Goose96

Short-term 4H chart

Short
FX:USDZAR   U.S. Dollar / South African Rand
The rand had a tough week at the office last week which saw the local unit depreciate roughly 2.37% against the dollar. Risk-on sentiment gained some enthusiasm following Powell’s speech on Tuesday which hit the right notes regarding the Fed’s self-proclaimed victory over inflation. The sentiment however soured after US CPI numbers for the month of December were revised higher later in the week.
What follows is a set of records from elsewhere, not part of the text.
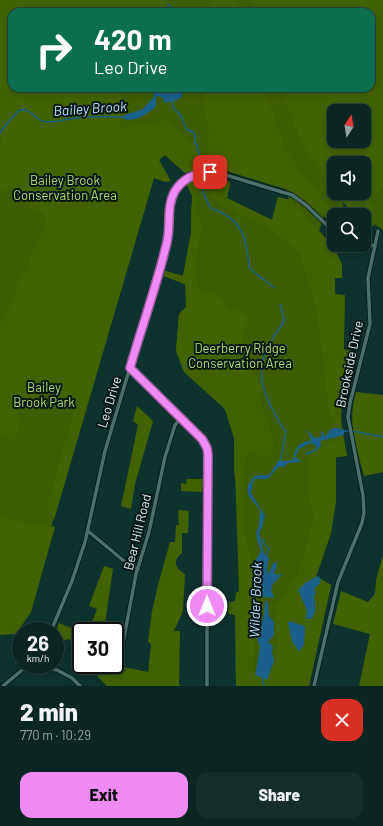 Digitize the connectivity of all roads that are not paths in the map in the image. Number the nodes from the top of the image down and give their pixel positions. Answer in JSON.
{"nodes":[{"id":1,"x":327,"y":225,"type":"edge"},
{"id":2,"x":378,"y":231,"type":"dead end"},
{"id":3,"x":371,"y":245,"type":"edge"},
{"id":4,"x":374,"y":246,"type":"junction"},
{"id":5,"x":130,"y":368,"type":"junction"},
{"id":6,"x":180,"y":418,"type":"junction"},
{"id":7,"x":88,"y":531,"type":"junction"},
{"id":8,"x":138,"y":569,"type":"junction"},
{"id":9,"x":56,"y":622,"type":"edge"},
{"id":10,"x":124,"y":639,"type":"edge"},
{"id":11,"x":17,"y":674,"type":"edge"},
{"id":12,"x":64,"y":674,"type":"edge"},
{"id":13,"x":3,"y":686,"type":"edge"},
{"id":14,"x":80,"y":686,"type":"edge"},
{"id":15,"x":207,"y":686,"type":"edge"},
{"id":16,"x":314,"y":686,"type":"edge"}],
"edges":[{"from":1,"to":5,"type":"street","name":"Leo Drive"},
{"from":2,"to":4,"type":"street","name":"Brookside Drive"},
{"from":3,"to":4,"type":"street"},
{"from":4,"to":16,"type":"street","name":"Brookside Drive"},
{"from":5,"to":6,"type":"street"},
{"from":5,"to":7,"type":"street","name":"Leo Drive"},
{"from":6,"to":8,"type":"street","name":"Bear Hill Road"},
{"from":6,"to":15,"type":"street"},
{"from":7,"to":8,"type":"street"},
{"from":7,"to":9,"type":"street","name":"Leo Drive"},
{"from":8,"to":10,"type":"street","name":"Bear Hill Road"},
{"from":11,"to":13,"type":"street"},
{"from":12,"to":14,"type":"street"}]} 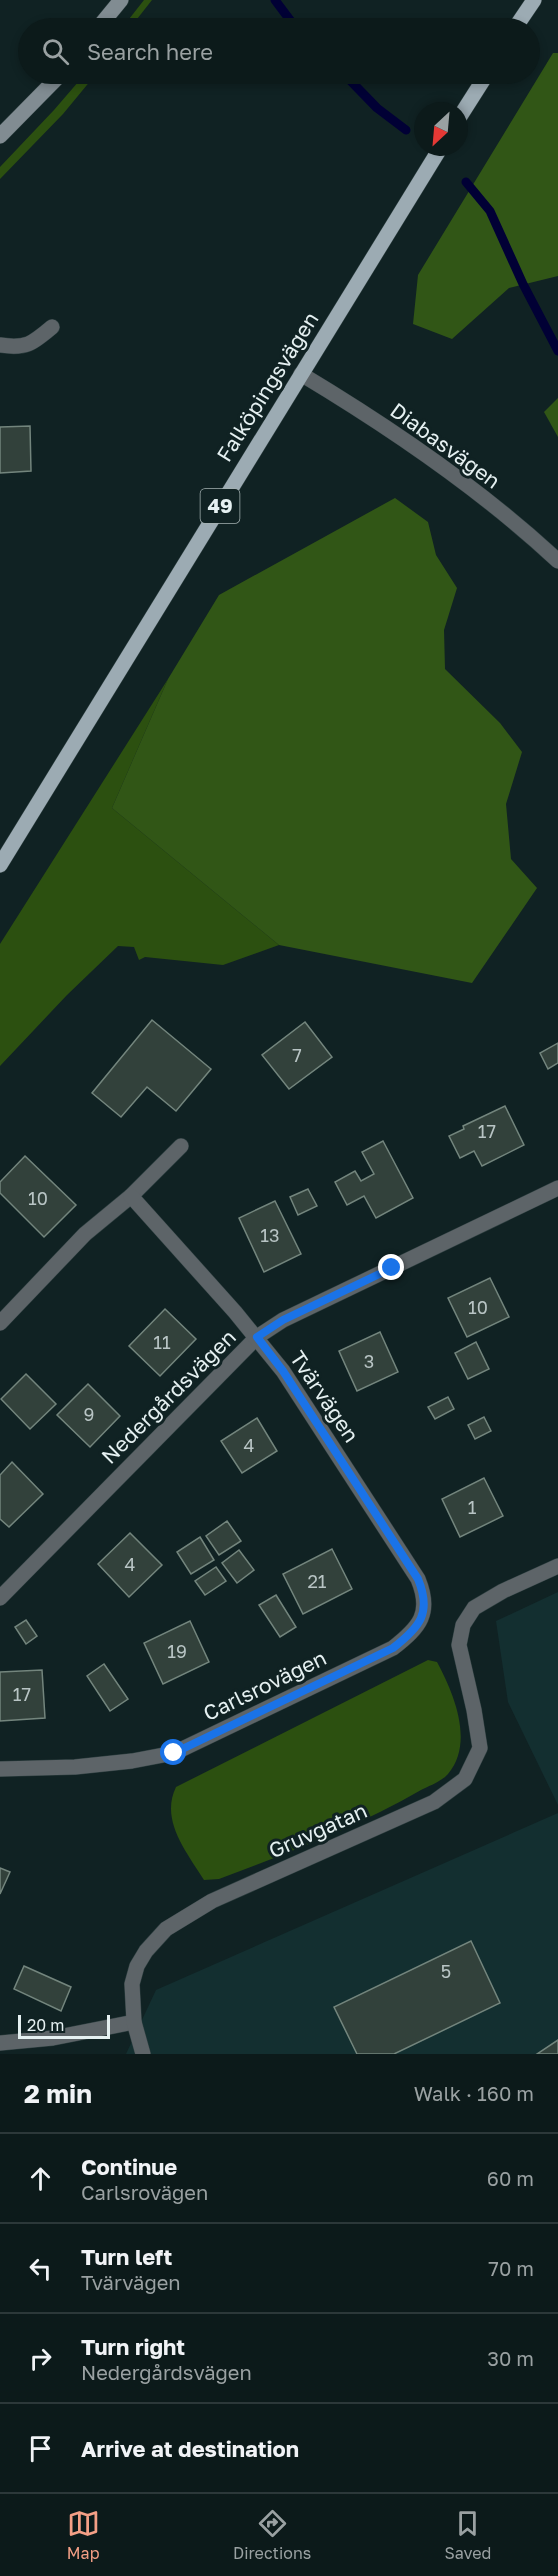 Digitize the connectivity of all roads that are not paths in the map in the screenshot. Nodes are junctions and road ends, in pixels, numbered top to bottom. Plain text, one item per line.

The combination of negative local factors and the dampened risk-on sentiment saw the pair break past the critical resistance rate of 17.83 (blue 61.8% Fibo retracement rate) to touch the November 2022 high of 17.95. Tuesday’s US CPI results for January most definitely has market moving potential which could put the rand back on the ropes but there is potential for the rand to attempt to get the pair back below the critical rate of 17.83.

The bearish divergence on the 4h RSI and the rising wedge formation is signalling a move lower towards the neckline of the upward channel and the 23.6% Fibo retracement rate at 17.70. I’m planning to drop some sell-limit orders above 17.85 with a take profit area between 17.60 (blue 50% Fibo retracement rate) and 17.70.

There is every possibility that the rand could pull the pair as low as the critical support at 17.50 (orange 23.6% Fibo retracement rate as mentioned in previous ideas) depending on how markets digest the latest US CPI results on Tuesday, but I don’t see the rand maintaining rates below 18.00 for too long given the current macro backdrop. A failed break below 17.50 could see the pair climb back to the 2022 highs in the 18.50’s.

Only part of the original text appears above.